Slender, passionate limbs, not much flesh, plenty of spirit; and her whole soul glows for love, hope, faith.

She claims she doesn’t understand any German – I don’t believe it. You don’t mean to say you’ve never read Klopstock’s heavenly poem?*

BEGEGNUNG

WOHL unter der Linde erklingt die Musik,

Da tanzen die Burschen und Mädel,

Da tanzen zwei, die niemand kennt,

Sie schaun so schlank und edel.

Sie schweben auf, sie schweben ab,

In seltsam fremder Weise,

Sie lachen sich an, sie schütteln das Haupt,

Das Fräulein flüstert leise:

«Mein schöner Junker, auf Eurem Hut

Schwankt eine Neckenlilie,

Die wächst nur tief in Meeresgrund –

Ihr stammt nicht aus Adams Familie.

«Ihr seid der Wassermann, Ihr wollt

Verlocken des Dorfes Schönen.

Ich hab Euch erkannt, beim ersten Blick,

An Euren fischgrätigen Zähnen.»

Sie schweben auf, sie schweben ab,

In seltsam fremder Weise,

Sie lachen sich an, sie schütteln das Haupt,

Der Junker flüstert leise:

«Mein schönes Fräulein, sagt mir, warum

So eiskalt Eure Hand ist?

Sagt mir, warum so naß der Saum

An Eurem weißen Gewand ist?

«Ich hab Euch erkannt, beim ersten Blick,

An Eurem spöttischen Knixe –

Du bist kein irdisches Menschenkind,

Du bist mein Mühmchen, die Nixe.»

Die Geigen verstummen, der Tanz ist aus,

Es trennen sich höflich die beiden.

Sie kennen sich leider viel zu gut,

Suchen sich jetzt zu vermeiden.

Meeting

MUSIC rings out under the lime-tree, and the boys and girls are dancing; there are two dancers whom no one knows, they look so slender and noble.
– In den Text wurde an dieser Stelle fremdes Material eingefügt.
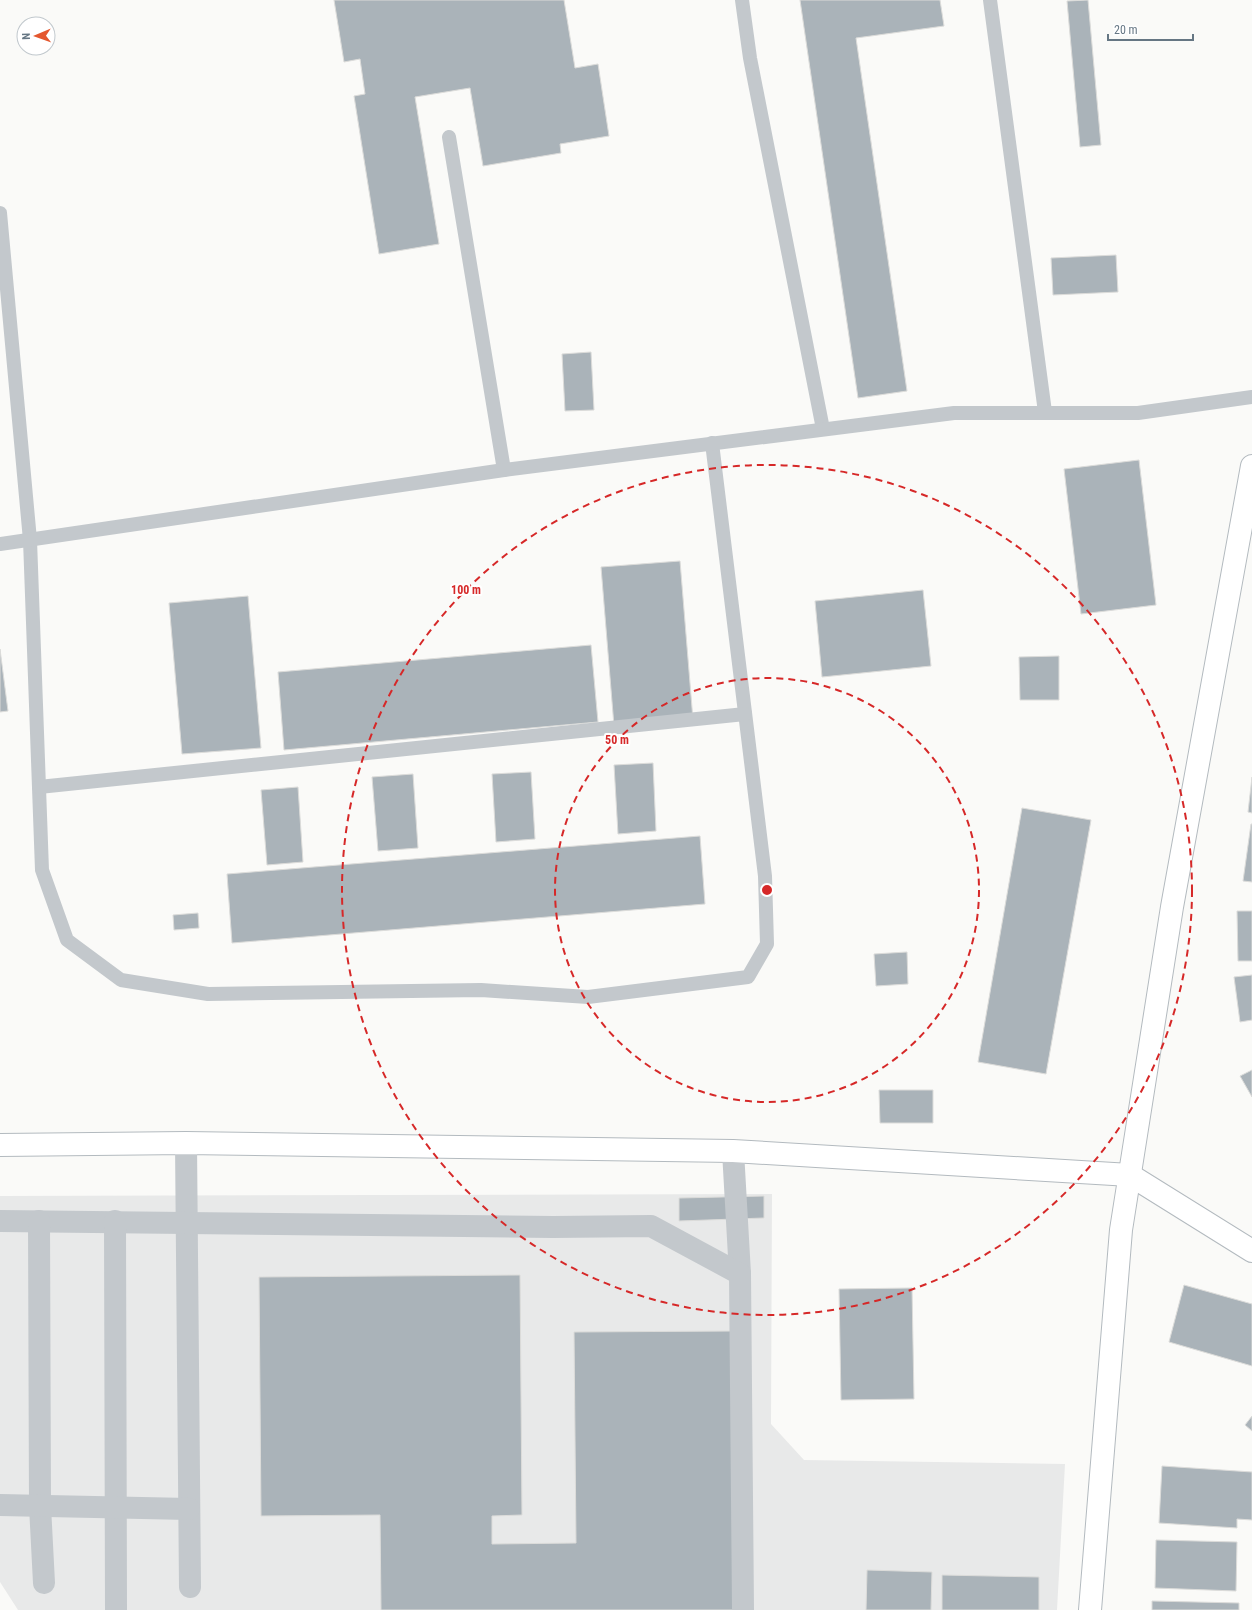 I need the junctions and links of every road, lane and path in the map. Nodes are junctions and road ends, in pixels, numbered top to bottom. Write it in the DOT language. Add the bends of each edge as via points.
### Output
graph roads {
  1 [pos="742,0"];
  2 [pos="990,0"];
  3 [pos="449,137"];
  4 [pos="0,213"];
  5 [pos="1252,398"];
  6 [pos="1045,412"];
  7 [pos="823,429"];
  8 [pos="712,443"];
  9 [pos="1252,466"];
  10 [pos="504,470"];
  11 [pos="30,540"];
  12 [pos="0,544"];
  13 [pos="745,714"];
  14 [pos="39,786"];
  15 [pos="186,1143"];
  16 [pos="0,1145"];
  17 [pos="733,1151"];
  18 [pos="1130,1175"];
  19 [pos="0,1221"];
  20 [pos="38,1221"];
  21 [pos="114,1221"];
  22 [pos="187,1222"];
  23 [pos="1252,1251"];
  24 [pos="740,1274"];
  25 [pos="0,1505"];
  26 [pos="40,1506"];
  27 [pos="115,1508"];
  28 [pos="189,1509"];
  29 [pos="44,1583"];
  30 [pos="190,1587"];
  31 [pos="116,1610"];
  32 [pos="743,1610"];
  33 [pos="1090,1610"];
  1 -- 7 [label="lane" via="750,58"];
  2 -- 6 [label="lane"];
  3 -- 10 [label="lane"];
  4 -- 11 [label="lane"];
  5 -- 6 [label="lane" via="1138,412"];
  6 -- 7 [label="lane" via="954,413"];
  7 -- 8 [label="lane"];
  8 -- 10 [label="lane"];
  8 -- 13 [label="lane"];
  9 -- 18 [label="main road" via="1172,907"];
  10 -- 11 [label="lane"];
  11 -- 12 [label="lane"];
  11 -- 14 [label="lane"];
  13 -- 14 [label="lane"];
  13 -- 14 [label="lane" via="765,876 768,944 748,977 588,997 481,990 208,994 121,980 67,940 42,870"];
  15 -- 16 [label="main road"];
  15 -- 17 [label="main road"];
  15 -- 22 [label="street"];
  17 -- 18 [label="main road"];
  17 -- 24 [label="street"];
  18 -- 23 [label="main road"];
  18 -- 33 [label="main road" via="1121,1230"];
  19 -- 20 [label="street"];
  20 -- 21 [label="street"];
  20 -- 26 [label="street"];
  21 -- 22 [label="street"];
  21 -- 27 [label="street"];
  22 -- 24 [label="street" via="651,1226"];
  22 -- 28 [label="street"];
  24 -- 32 [label="street"];
  25 -- 26 [label="street"];
  26 -- 27 [label="street"];
  26 -- 29 [label="street"];
  27 -- 28 [label="street"];
  27 -- 31 [label="street"];
  28 -- 30 [label="street"];
}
They bob up and down in a strange, unfamiliar way, they look laughingly at each other, they shake their heads, the girl whispers softly:

‘My handsome sir knight, a nixie’s lily waves on your hat, such as only grows deep at the bottom of the sea – you are not of Adam’s brood.

‘You are the water-sprite, you want to seduce the village beauties. I recognized you at a glance by your fish-bone teeth.’

They bob up and down in a strange, unfamiliar way, they look laughingly at each other, they shake their heads, the knight whispers softly:

‘My fair young lady, tell me why your hand is so ice-cold? Tell me why the hem of your white garment is so wet?

‘I recognized you at a glance by your mocking curtsy – you are no mortal child, you are my kinswoman the nixie.’

The violins fall silent, the dance is over, the two take leave of each other politely. Alas, they know each other much too well, and now try to avoid each other.